コラム

年をとるということ

 先日、とあるロックバンドのライブに行きました。彼らはテレビの音楽番組に出演することがほぼなく、音楽チャートの順位も世間の知名度も決して高くはありません。かといって、まったく無名のマイナーバンドというわけでもなく、多くの有名なアーティストが彼らへのリスペクトを表明しています。彼らは今年で結成27年を迎えるのですが、27年間ずっと「売れていないなかでは売れている」という独自の地位に立ち続けている、ある意味稀有なバンドと言えるでしょう。
 前に彼らを見たのは、かれこれ十数年前、京都の小さなライブハウスでした。私はまだ大学生で、彼らを見るのはそのときが初めてでした。ステージの中央でライトを浴びながら熱唱していたボーカルの男性は、「最高の夜にしようぜ!」「お前らついてこい!!」などと呼びかけ、拳を振り上げて観客を煽っていました。彼の表情は自らの才能への確信と、それを理解しない大衆への苛立ちに満ちていました。私はそんな彼の姿に激しくときめき、周りの観客と同じように拳を振り上げ、ステージ上の彼に届けとばかりに喉が枯れるまで叫んでいました。
 それから随分時が経って、彼らの音楽を聴かない時期もありました。しかし最近、友人に薦められて新しいアルバムを手にとってみたところ、耳に飛び込んできた最初の一音から、彼らの世界にぐいぐいと引きずり込まれました。ほぼ反射的に「ライブに行きたい」と思い、チケットをとりました。「売れていないなかでは売れている」というくらいのバンドなので、とろうと思えばいつでもチケットがとれるのです。

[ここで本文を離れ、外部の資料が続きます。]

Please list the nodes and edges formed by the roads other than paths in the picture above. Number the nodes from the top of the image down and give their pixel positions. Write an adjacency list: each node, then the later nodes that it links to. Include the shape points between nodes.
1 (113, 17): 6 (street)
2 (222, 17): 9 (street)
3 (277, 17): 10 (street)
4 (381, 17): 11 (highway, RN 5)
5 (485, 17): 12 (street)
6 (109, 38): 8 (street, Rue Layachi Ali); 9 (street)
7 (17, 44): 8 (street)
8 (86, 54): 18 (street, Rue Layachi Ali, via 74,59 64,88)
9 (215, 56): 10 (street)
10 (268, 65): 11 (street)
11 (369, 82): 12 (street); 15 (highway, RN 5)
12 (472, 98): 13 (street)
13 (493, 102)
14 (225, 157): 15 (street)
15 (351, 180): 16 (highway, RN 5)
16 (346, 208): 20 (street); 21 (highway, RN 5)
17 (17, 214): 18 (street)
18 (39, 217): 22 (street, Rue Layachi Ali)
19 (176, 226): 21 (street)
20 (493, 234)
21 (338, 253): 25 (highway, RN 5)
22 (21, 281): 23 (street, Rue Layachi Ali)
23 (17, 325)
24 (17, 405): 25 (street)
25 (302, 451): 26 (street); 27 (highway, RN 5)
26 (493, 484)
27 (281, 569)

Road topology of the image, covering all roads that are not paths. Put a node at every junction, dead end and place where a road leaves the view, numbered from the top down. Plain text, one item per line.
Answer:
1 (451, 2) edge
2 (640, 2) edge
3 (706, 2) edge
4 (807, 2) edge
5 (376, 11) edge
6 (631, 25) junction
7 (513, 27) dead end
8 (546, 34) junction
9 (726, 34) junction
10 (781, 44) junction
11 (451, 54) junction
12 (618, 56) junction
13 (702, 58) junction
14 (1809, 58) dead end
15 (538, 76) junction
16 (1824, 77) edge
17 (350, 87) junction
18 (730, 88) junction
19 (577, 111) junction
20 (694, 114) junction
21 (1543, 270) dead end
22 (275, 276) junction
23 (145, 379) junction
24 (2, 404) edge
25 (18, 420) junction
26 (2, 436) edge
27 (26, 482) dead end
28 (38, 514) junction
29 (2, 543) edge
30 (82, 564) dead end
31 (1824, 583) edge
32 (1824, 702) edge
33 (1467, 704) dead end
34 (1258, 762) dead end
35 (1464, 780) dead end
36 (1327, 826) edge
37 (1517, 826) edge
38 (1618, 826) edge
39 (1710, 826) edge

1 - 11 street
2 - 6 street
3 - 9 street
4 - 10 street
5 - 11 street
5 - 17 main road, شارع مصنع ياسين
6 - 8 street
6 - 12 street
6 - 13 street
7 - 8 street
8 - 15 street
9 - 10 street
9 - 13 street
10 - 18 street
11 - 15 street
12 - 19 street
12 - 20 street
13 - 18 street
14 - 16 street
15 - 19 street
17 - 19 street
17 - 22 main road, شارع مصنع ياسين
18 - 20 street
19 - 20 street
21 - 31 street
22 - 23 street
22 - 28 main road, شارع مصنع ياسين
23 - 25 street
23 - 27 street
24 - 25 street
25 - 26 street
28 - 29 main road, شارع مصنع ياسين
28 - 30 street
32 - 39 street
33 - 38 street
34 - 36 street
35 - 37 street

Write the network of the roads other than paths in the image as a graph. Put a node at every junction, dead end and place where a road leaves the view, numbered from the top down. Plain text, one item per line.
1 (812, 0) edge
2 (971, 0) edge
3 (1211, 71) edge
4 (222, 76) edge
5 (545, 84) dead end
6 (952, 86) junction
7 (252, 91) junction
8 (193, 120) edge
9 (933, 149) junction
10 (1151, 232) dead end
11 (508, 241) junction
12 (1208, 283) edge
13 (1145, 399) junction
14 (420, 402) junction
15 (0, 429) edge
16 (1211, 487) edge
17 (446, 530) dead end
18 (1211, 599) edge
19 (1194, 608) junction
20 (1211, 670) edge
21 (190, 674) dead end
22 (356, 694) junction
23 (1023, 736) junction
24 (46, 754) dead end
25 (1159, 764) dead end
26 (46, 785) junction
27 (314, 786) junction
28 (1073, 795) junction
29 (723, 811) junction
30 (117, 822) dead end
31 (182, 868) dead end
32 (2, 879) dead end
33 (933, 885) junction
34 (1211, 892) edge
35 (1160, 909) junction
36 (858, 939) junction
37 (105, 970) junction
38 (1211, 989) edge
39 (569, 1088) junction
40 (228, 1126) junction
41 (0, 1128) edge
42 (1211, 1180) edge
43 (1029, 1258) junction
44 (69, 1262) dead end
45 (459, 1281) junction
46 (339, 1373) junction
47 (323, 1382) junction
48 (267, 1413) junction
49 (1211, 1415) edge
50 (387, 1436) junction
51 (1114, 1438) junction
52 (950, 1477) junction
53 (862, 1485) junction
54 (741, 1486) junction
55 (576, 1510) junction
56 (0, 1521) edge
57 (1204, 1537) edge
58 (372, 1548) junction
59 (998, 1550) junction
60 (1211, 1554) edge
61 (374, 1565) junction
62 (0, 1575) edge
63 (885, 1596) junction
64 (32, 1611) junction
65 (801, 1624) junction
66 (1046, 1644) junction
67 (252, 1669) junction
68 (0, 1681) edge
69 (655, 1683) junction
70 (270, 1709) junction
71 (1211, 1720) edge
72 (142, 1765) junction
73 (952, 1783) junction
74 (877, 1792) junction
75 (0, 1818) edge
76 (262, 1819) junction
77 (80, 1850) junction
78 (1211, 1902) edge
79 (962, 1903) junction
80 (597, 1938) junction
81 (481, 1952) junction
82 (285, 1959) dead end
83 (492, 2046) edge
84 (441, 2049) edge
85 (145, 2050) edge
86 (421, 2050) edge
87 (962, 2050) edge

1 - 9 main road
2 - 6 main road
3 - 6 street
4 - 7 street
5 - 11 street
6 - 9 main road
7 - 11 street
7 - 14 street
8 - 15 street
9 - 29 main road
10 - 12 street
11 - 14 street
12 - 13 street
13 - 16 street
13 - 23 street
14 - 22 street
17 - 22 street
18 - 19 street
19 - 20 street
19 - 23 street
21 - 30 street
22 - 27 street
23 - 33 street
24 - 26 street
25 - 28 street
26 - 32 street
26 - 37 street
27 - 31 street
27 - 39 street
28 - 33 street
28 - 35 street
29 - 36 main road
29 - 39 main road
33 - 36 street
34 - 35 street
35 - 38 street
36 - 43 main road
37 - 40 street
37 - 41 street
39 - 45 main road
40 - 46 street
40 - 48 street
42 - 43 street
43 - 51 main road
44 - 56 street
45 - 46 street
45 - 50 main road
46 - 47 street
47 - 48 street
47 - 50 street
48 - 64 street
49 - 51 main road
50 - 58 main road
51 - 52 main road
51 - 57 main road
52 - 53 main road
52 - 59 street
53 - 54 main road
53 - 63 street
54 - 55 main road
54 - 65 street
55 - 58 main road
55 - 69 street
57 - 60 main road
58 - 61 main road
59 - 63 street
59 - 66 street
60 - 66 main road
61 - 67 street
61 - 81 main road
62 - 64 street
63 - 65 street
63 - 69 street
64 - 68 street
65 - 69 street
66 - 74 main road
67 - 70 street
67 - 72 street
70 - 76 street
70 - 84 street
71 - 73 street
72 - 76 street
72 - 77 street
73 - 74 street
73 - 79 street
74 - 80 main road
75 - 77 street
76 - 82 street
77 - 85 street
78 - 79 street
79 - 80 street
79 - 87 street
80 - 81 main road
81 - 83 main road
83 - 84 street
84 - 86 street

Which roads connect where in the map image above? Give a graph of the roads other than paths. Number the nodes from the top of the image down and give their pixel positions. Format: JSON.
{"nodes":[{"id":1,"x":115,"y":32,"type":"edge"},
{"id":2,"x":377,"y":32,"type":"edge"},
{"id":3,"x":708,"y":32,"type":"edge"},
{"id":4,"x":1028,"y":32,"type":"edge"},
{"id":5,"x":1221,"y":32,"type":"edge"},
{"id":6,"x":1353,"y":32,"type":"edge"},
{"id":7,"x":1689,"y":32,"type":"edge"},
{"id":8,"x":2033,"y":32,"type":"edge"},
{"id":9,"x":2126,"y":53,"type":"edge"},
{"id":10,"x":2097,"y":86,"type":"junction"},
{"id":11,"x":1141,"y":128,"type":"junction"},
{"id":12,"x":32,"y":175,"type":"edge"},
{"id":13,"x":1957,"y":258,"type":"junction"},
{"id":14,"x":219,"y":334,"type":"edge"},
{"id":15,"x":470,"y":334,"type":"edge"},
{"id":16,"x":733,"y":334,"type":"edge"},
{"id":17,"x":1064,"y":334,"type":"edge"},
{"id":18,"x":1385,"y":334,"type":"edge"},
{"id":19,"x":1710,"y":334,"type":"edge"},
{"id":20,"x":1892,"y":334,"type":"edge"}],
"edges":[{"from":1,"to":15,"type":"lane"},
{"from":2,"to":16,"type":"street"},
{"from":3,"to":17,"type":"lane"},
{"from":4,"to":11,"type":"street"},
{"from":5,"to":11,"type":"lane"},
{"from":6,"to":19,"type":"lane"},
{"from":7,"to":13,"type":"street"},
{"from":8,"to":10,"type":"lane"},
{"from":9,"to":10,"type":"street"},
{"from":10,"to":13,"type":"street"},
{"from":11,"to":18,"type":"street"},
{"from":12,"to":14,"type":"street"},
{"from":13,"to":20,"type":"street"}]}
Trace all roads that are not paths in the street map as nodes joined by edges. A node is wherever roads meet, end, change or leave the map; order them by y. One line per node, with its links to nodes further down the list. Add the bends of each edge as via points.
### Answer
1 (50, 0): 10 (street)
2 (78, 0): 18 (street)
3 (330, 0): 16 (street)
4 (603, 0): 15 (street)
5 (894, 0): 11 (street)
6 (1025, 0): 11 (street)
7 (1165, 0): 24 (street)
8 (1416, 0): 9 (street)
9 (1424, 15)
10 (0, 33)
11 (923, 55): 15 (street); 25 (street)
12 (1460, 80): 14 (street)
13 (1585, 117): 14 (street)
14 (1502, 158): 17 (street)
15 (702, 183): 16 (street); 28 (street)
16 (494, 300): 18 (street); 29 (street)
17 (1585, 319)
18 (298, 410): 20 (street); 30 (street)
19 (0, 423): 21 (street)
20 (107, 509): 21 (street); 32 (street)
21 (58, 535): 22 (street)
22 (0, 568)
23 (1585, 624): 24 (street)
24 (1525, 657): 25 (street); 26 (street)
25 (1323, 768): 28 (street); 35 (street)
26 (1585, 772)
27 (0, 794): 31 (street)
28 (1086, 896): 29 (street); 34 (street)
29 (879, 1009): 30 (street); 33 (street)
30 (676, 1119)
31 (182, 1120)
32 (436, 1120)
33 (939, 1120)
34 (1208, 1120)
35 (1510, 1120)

 ライブ当日、大阪のそこそこ大きいライブハウスで開演を待ちながら、私はだいぶ薄れてしまった十数年前の記憶を、小さくなった飴をなめるように繰り返し反芻していました。現在の彼らは、いったいどんな進化したパフォーマンスを見せてくれるのだろう。そんな期待が膨らむなか、客席の照明が消えました。
 ステージに現れたボーカルの彼の顔は、老けていました。歌声の力強さこそ変わらず、見た目も実年齢からすれば若いものの、経た年月の分、確実に老いていました。何曲か歌った後、演奏がやんで、彼がおもむろに「実は…」と口を開きました。私は固唾を飲んで彼の言葉を待ちました。
「告白するけど…、俺たち、昔は若かったんだよ」
 自虐的なその言葉に、会場はさざなみのような笑い声に包まれましたが、私は心の底から「せやな」と頷いていました。年をとった彼は、曲と曲のあいだ休憩するためにわざと長い時間をかけてギターをチューニングし、怪我をしないように非常に緩やかに客席にダイブし、そして再びステージに戻るときも若干まごつきながら登っていました。「四十後半で、こんなに人前で汗かく仕事をしているなんて」と苦笑いながら次の曲に移る彼、そんな彼をにやにやしつつ見守るメンバーも、おっさんそのものでした。

 同時に私は気づきました。彼らが老いたのと同じだけ、私もまた老いていることに。今の私には「最前列にいく!」という気概もないし、無我夢中でステージに腕を振ったり、ぴょんぴょん跳びはねたり、きゃーきゃー叫んだりすることも減りました。体がつらいからです。さらには体だけでなく、心もそう簡単にはときめかなくなっているからです。
 しかし、普段ならちょっとブルーになってしまうようなそうした事実が、そのときはそんなに嫌ではありませんでした。やたらと長い時間待った後のアンコールでは、メンバー全員が缶ビールを飲みながら現れ、演奏もせずにどうでもいいことをだらだらとしゃべっていました。ゆるい空気のなかでぐだぐだと笑い合う彼らは、以前よりもずっと自由に見えました。そしてそれを聞いている私も、2時間立ちっぱなしで疲れた体を休ませつつ、ただ口を開けて笑っていました。
 最後に1曲、彼らが少し昔の曲を演奏してくれました。変わらない音と歌声にしばし心が弾み、若返った気分ではしゃぐことができました。翌日には喉が枯れていたし、本格的な筋肉痛が一日遅れでやってきたので、やはりブルーにはなったのですが、こうやってバンドもファンも一緒に年をとっていくのは、悪くないものだな、と思いました。